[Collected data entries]
┌──
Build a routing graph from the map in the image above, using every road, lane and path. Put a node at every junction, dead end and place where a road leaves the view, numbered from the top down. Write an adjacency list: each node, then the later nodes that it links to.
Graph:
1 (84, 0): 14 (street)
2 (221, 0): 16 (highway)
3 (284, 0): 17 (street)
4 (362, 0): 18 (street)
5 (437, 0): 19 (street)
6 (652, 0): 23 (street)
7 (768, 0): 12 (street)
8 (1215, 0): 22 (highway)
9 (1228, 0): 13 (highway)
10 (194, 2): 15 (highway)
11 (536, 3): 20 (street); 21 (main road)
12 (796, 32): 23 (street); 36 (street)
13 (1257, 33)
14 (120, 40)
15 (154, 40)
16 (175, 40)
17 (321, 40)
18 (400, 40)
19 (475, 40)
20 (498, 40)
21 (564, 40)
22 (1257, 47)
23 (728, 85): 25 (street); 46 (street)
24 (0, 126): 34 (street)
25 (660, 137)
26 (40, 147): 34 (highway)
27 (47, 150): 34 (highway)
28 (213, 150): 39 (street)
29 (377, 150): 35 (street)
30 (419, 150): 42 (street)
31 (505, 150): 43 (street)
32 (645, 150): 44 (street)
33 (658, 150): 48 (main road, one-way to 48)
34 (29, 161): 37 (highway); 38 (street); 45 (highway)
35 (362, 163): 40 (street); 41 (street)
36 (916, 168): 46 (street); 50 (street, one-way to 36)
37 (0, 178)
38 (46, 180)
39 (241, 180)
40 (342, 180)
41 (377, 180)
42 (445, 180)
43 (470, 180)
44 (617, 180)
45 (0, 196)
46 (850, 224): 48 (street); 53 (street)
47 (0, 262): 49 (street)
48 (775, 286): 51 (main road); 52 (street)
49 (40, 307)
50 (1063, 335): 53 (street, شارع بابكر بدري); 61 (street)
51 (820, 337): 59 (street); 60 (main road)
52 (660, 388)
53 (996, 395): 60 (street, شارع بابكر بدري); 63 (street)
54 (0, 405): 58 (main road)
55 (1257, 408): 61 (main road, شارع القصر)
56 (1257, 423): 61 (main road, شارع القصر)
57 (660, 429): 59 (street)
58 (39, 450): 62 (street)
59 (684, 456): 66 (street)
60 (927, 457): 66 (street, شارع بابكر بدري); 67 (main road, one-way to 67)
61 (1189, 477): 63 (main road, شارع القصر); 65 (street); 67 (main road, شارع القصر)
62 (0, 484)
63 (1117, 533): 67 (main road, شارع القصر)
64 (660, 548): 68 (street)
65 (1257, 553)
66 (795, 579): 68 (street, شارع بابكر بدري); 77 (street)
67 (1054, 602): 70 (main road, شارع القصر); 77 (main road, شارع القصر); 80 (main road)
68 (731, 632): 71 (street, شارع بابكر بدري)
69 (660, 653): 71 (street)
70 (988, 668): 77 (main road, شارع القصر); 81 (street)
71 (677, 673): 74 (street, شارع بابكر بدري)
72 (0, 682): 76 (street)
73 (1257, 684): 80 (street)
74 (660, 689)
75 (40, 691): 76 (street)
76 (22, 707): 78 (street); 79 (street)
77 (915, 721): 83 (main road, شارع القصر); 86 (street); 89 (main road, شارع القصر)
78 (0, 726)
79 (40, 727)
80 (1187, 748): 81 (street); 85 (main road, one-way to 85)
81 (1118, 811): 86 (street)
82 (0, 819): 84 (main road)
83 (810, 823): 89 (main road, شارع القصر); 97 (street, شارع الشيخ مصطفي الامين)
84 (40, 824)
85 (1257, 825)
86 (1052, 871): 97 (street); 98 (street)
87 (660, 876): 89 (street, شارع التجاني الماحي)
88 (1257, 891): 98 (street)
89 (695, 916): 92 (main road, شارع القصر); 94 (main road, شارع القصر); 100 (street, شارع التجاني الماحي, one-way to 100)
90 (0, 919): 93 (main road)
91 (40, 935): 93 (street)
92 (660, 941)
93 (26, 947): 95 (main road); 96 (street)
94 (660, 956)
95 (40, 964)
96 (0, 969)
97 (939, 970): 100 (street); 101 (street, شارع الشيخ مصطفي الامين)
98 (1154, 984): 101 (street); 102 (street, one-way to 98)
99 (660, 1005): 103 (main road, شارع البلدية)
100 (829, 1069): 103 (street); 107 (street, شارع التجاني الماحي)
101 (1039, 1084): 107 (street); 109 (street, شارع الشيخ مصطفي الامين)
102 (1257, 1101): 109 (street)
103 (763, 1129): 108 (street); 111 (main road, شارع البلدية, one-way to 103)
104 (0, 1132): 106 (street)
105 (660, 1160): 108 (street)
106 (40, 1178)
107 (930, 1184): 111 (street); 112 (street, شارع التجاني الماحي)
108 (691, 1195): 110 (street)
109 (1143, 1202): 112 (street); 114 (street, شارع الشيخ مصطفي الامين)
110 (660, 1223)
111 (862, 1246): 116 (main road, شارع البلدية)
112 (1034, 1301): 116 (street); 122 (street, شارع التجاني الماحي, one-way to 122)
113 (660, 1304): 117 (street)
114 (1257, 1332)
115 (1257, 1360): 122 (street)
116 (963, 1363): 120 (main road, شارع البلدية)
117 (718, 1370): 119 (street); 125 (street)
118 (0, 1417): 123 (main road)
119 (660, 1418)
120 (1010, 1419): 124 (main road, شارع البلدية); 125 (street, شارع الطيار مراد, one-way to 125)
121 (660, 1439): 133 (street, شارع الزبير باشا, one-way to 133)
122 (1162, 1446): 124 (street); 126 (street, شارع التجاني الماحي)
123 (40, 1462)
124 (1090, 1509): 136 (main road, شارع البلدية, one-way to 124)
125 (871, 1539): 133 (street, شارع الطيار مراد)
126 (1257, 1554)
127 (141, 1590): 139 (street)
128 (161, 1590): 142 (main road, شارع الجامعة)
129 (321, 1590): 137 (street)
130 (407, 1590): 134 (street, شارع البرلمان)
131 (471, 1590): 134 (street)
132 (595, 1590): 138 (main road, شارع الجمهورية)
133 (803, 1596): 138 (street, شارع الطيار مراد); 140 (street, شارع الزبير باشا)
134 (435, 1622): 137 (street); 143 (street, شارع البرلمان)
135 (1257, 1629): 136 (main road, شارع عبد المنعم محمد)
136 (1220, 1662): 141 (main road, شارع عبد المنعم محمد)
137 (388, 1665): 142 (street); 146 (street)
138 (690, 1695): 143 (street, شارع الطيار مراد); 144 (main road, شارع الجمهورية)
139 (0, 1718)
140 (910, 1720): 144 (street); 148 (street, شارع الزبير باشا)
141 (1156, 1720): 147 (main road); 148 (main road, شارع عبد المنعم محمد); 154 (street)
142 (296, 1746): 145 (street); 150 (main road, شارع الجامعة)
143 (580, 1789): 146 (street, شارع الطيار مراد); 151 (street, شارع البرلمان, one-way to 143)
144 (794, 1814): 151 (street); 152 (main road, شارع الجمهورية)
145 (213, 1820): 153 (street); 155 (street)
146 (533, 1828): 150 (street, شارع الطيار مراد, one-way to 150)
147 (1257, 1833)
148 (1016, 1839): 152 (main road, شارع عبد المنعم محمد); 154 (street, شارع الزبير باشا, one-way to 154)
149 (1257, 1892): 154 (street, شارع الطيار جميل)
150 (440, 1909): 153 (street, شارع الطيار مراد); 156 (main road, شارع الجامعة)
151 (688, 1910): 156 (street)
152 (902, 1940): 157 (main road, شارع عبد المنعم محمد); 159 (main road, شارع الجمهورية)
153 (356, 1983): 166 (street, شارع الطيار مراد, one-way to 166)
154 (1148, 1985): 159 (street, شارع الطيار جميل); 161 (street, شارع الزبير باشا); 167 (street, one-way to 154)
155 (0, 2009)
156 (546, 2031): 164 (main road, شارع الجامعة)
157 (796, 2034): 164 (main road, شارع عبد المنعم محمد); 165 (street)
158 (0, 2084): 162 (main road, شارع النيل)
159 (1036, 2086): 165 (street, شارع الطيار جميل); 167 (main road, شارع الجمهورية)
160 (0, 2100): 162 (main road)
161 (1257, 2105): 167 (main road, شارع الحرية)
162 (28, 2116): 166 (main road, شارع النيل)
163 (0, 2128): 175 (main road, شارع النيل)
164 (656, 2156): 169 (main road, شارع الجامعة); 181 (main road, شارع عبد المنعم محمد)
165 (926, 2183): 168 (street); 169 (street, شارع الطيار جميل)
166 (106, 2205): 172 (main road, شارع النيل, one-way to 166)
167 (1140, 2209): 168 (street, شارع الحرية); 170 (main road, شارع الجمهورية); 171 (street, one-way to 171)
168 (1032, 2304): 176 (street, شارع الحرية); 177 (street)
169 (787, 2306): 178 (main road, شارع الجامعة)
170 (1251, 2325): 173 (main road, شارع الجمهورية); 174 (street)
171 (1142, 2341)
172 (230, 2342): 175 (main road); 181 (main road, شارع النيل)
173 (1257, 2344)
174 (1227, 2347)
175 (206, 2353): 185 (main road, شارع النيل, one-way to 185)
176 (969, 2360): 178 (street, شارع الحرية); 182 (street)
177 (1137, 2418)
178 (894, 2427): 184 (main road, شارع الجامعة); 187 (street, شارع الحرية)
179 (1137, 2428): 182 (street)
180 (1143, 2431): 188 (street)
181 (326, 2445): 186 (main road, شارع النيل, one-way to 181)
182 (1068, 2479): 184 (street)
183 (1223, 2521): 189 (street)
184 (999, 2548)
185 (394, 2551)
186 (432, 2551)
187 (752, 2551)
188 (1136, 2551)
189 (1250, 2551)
└──
WHAT NEEDS TO BE DONE :: Search the records for the string "البلدية" and, wherever a line contains it, please copy that line.

TASK ANSWER ::
99 (660, 1005): 103 (main road, شارع البلدية)
103 (763, 1129): 108 (street); 111 (main road, شارع البلدية, one-way to 103)
111 (862, 1246): 116 (main road, شارع البلدية)
116 (963, 1363): 120 (main road, شارع البلدية)
120 (1010, 1419): 124 (main road, شارع البلدية); 125 (street, شارع الطيار مراد, one-way to 125)
124 (1090, 1509): 136 (main road, شارع البلدية, one-way to 124)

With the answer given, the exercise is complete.